Stored data entries:

##############################

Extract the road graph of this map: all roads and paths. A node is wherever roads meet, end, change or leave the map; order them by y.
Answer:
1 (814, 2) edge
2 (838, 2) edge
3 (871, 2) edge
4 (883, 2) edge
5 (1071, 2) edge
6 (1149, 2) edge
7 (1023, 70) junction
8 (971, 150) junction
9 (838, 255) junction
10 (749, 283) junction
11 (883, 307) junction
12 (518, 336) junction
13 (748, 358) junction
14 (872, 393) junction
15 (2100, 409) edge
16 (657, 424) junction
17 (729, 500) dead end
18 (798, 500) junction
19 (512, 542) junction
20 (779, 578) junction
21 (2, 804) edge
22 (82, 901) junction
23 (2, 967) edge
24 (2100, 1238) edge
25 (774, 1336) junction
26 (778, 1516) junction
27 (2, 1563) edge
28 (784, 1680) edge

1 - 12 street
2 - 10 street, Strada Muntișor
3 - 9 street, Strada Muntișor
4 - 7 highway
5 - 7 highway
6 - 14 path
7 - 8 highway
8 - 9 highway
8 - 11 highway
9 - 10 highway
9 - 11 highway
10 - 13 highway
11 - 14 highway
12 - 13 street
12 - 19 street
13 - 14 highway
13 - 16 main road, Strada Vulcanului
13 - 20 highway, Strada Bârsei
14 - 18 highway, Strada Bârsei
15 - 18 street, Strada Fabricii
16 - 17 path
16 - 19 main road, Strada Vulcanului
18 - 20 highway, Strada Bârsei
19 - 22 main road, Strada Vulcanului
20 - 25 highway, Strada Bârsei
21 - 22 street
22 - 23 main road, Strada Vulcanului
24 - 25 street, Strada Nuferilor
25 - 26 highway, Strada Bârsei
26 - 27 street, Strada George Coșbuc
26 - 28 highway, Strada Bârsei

##############################

Task description: Please list every line of the records that contains "road".

Task response:
Extract the road graph of this map: all roads and paths. A node is wherever roads meet, end, change or leave the map; order them by y.
13 - 16 main road, Strada Vulcanului
16 - 19 main road, Strada Vulcanului
19 - 22 main road, Strada Vulcanului
22 - 23 main road, Strada Vulcanului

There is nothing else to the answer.